So, there are a bunch of different dimensions to these relationships, not only STARK Anti-kickback, but I think it's important for folks to remember that the tracking and auditing of those relationships on a regular basis is what's going to really help out.
CJ: That I think hit so many important points there. You know, as you were talking about the tracking systems, if you look at and these are publicly available, right? some of the corporate integrity agreements after you've seen some of these headlines where organizations either settle for allegations of violating STARK and Anti-kickback issues the corporate integrity agreements will often have those requirements in there and they spell out in even greater detail than we've just discussed what's required in tracking those relationships and so that might be another place for folks to look. Do you find that that is good general guidance as well, looking at those corporate integrity agreements?
Hal: Yes, absolutely there are a rich, rich sort of teaching environment for things and it's easier or it's beneficial in a lot of cases to learn from other people's mistakes. And I think that those CIAS in particular provide a really, really great resource to understand what went wrong for someone else's organization and then to be prepared to take action to make sure that those same sorts of things don't happen to you.
CJ: Yeah, and you know, you also gave a nice overview of STARK and correct me if I'm wrong I'm not an attorney, but sure you've played with a lot of them, but STARK is a strict liability statute, meaning you don't have to have intent, if I understand it correctly. And so, you have to dot the I's and cross the T's, you have to meet all the requirements, whereas my understanding Anti-kickback statute is intent based. You could still make a lot of mistakes there, but just kind of two different playgrounds on the same set of toys, if you will, right?
Hal: Yeah! Absolutely correct. With STARK you're either in the exception or you're not in the exception. And as you know, I mean that, yeah, it's literally a checklist of requirements for the professional services, arrangements and employments, it's a little less prescriptive in terms of its checklist of requirements, but you're either in the exception or outside the exception if you're outside the exception, you're likely in violation and subject to the overpayments liability as well as per claim liability and then overall penalty which they can assess which I think is still $100,000 for a non-compliant scheme. So yeah, it's STARK, it’s a great way to think about it. You're either in the exception, you hit every mark or you're out of the exception. Anti-kickback, we need to look a little bit more at the intent. What are the parties doing? Are they intending to induce referrals or are they intending to pay for referrals when we start looking at the non-compliance.
CJ: Great discussion so far, we're at a point we're going to take a quick little break and then we'll be right back to talk some more with Hal.
Welcome back everyone from the break. We're speaking with Hal McCard, an attorney and expert in compliance with financial relationships with physicians and on that topic of compliance, Hal, if we could, how can, you know, we're speaking to our audience is predominantly compliance officers and they're doing compliance risk assessments and developing plans. How can they in a practical sense, use their compliance risk assessment and develop plans to address these risks that we've just talked about?

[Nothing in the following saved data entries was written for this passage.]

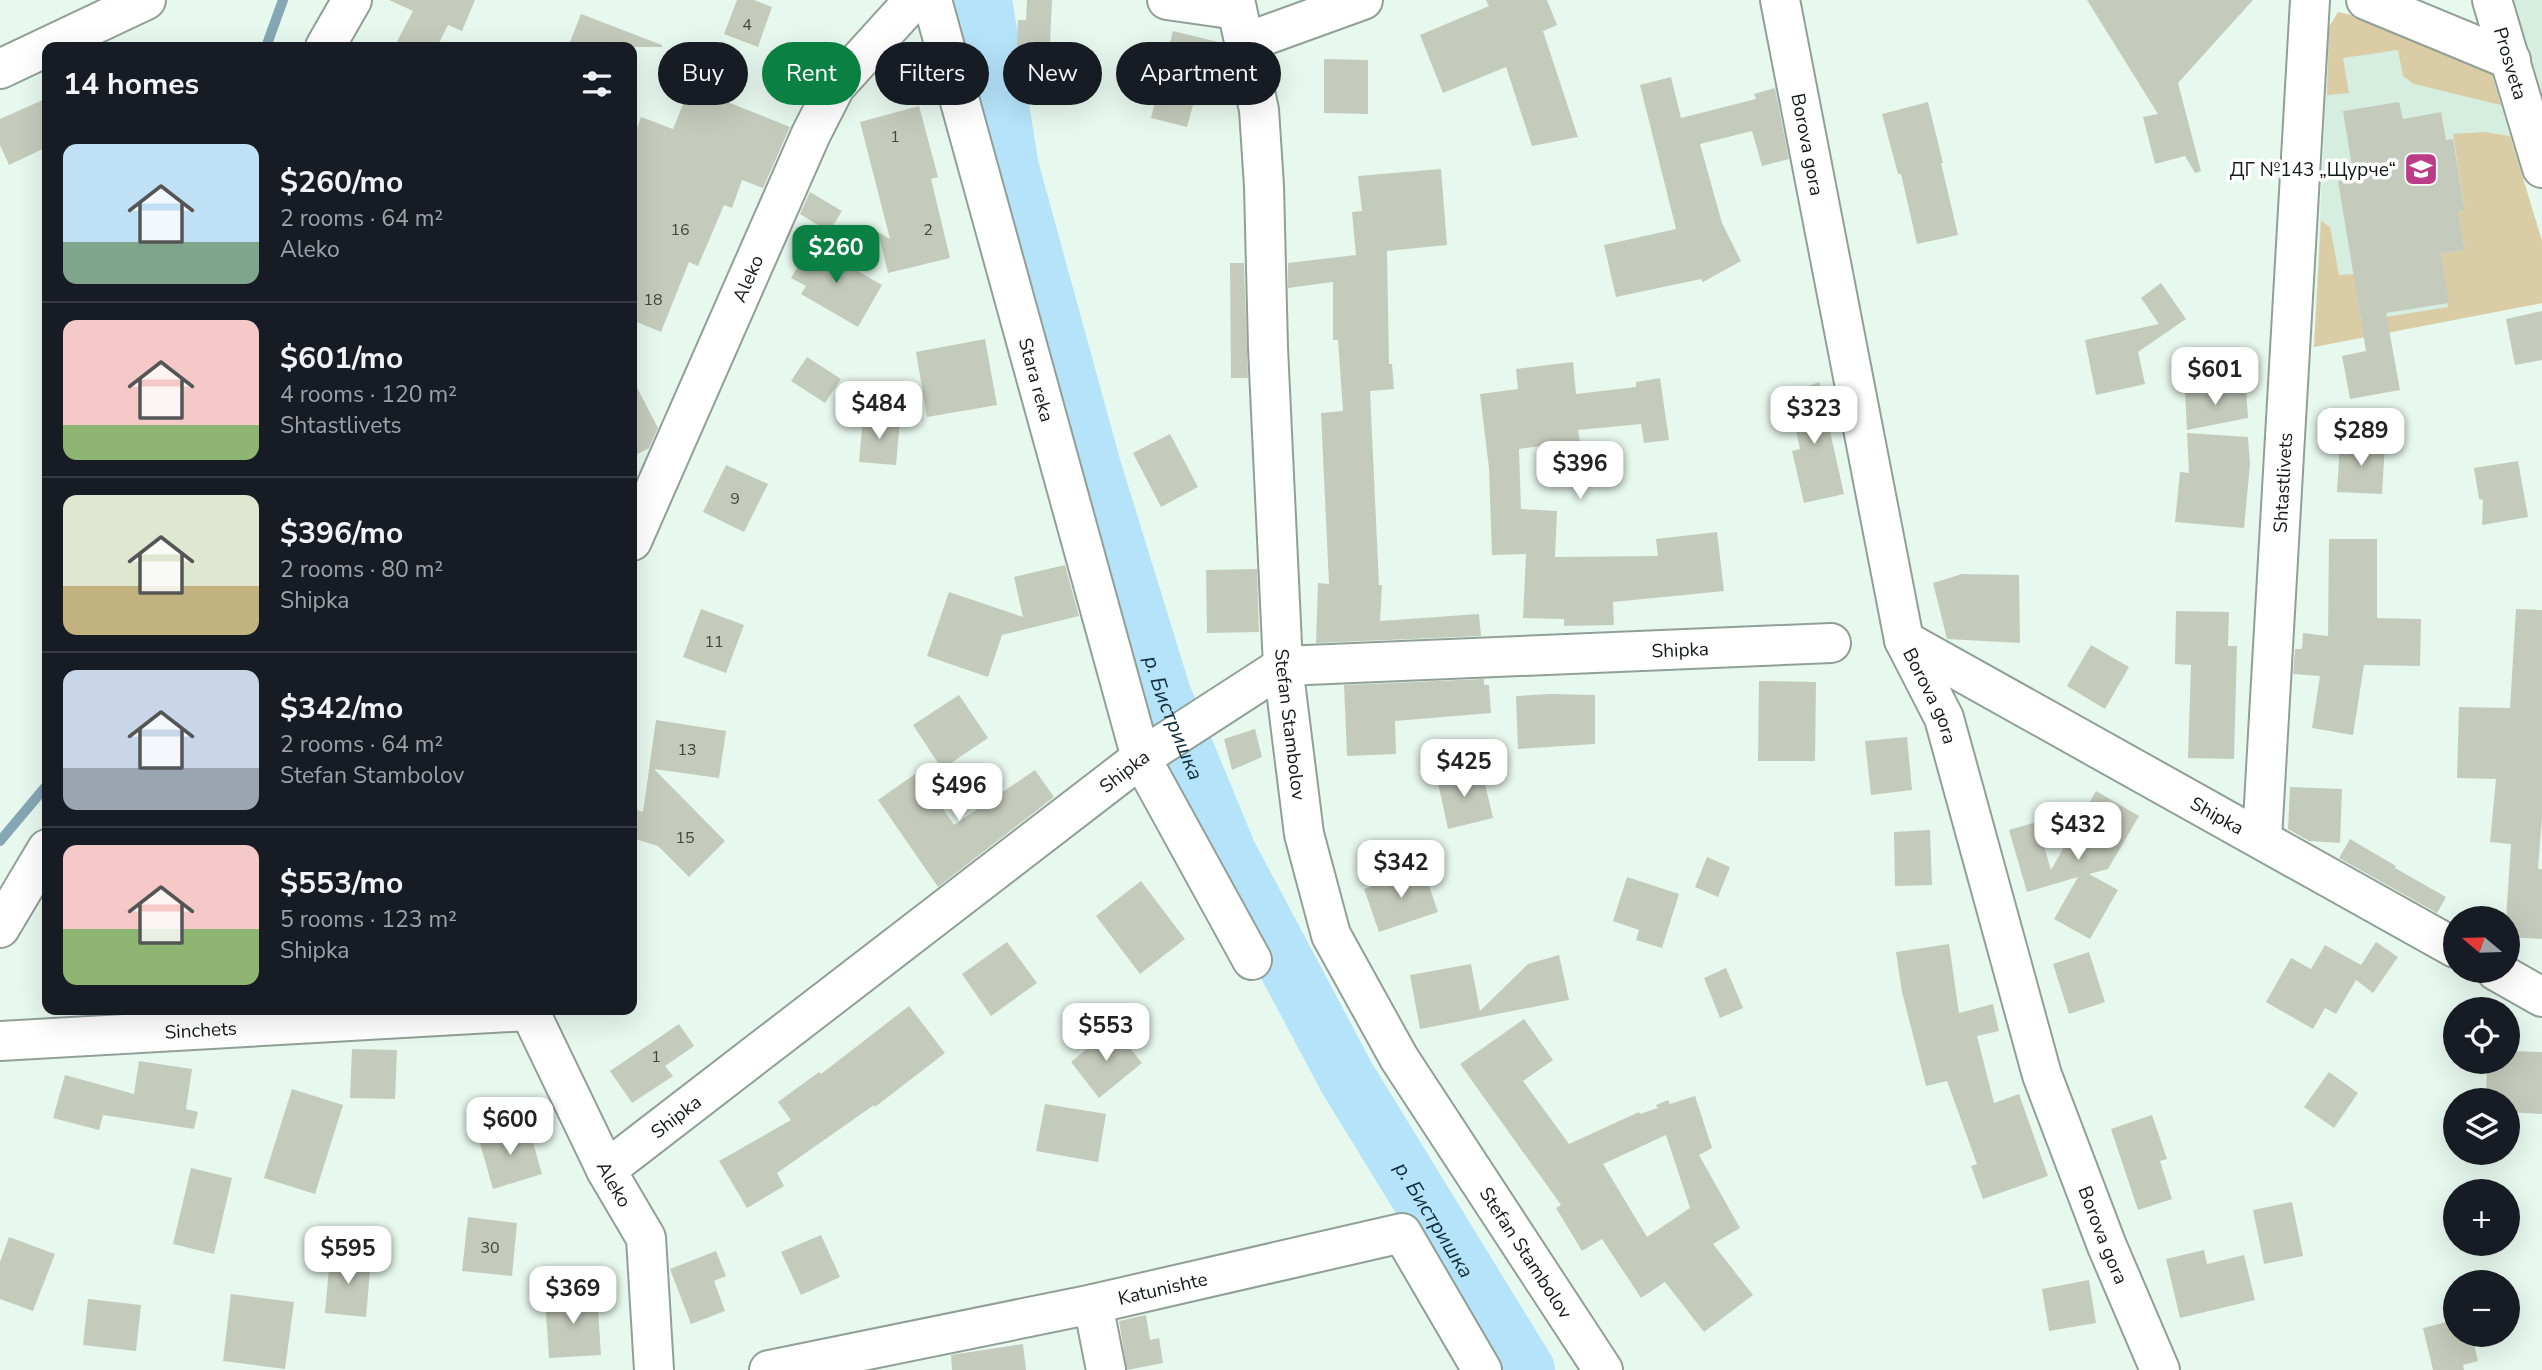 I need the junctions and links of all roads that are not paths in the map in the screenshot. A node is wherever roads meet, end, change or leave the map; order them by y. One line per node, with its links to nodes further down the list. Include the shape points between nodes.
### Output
1 (146, 0): 12 (street)
2 (352, 0): 13 (street)
3 (914, 0): 18 (street, Aleko, via 835,87)
4 (932, 0): 23 (street, Stara reka)
5 (1167, 0): 11 (street)
6 (1363, 0): 11 (street)
7 (1780, 0): 20 (street, Borova gora)
8 (2309, 0): 24 (street, Shtastlivets)
9 (2366, 0): 15 (street)
10 (2492, 0): 15 (street, Prosveta)
11 (1239, 18): 22 (street, Stefan Stambolov, via 1259,110)
12 (57, 42)
13 (328, 42)
14 (42, 49): 16 (street)
15 (2511, 60): 17 (street, Prosveta)
16 (0, 69)
17 (2542, 165)
18 (648, 478): 19 (street, Aleko)
19 (637, 521)
20 (1904, 640): 24 (street, Shipka); 41 (street, Borova gora, via 1944,718 2042,1075)
21 (1831, 643): 22 (street, Shipka)
22 (1283, 666): 23 (street, Shipka); 40 (street, Stefan Stambolov, via 1304,834 1331,935 1399,1058)
23 (1148, 754): 28 (street, Stara reka); 34 (street, Shipka)
24 (2262, 839): 27 (street, Shipka)
25 (42, 857): 26 (street)
26 (0, 928)
27 (2443, 941)
28 (1252, 960)
29 (2519, 984): 30 (street)
30 (2542, 997)
31 (443, 1015): 33 (street, Sinchets)
32 (530, 1015): 34 (street, Aleko)
33 (0, 1041)
34 (606, 1170): 36 (street, Aleko, via 646,1238)
35 (1093, 1304): 37 (street, Katunishte); 38 (street); 39 (street, Katunishte, via 1402,1233)
36 (654, 1370)
37 (769, 1370)
38 (1106, 1370)
39 (1482, 1370)
40 (1603, 1370)
41 (2160, 1370)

Hal: Well, I think the planning of it itself or the incorporation of physician relationships as a significant element of risk in any compliance program is extremely important and I think from the from the compliance standpoint, when we're looking more at how are we going to ensure these compliant relationships, I think the first area or one area that we want to look at initially is our contracting process, how do we bring these relations if we're on the hospital side, how do we bring these, how do these relationships get into our system? Is it through a medical staff development office? Is it through the executive suite? Are they, you know, depending on the size of our system, it's going to be handled in a number of different ways. But I think the most, or the initial part of the inquiry is to identify where these financial relationships enter our system, and how do they enter our systems? Is it through physician recruits? Is it through physicians coming to the, you know, just coming to the area and joining the medical staff and let's say we need a medical director for gastroenterology, are we going to enter into a medical directorship with that person who's doing the initial talking with that doctor about the medical directorship is our Chief Medical Officer. So, first point of inquiry might be to ask ourselves, how are these financial relationships entering the hospital or the health system?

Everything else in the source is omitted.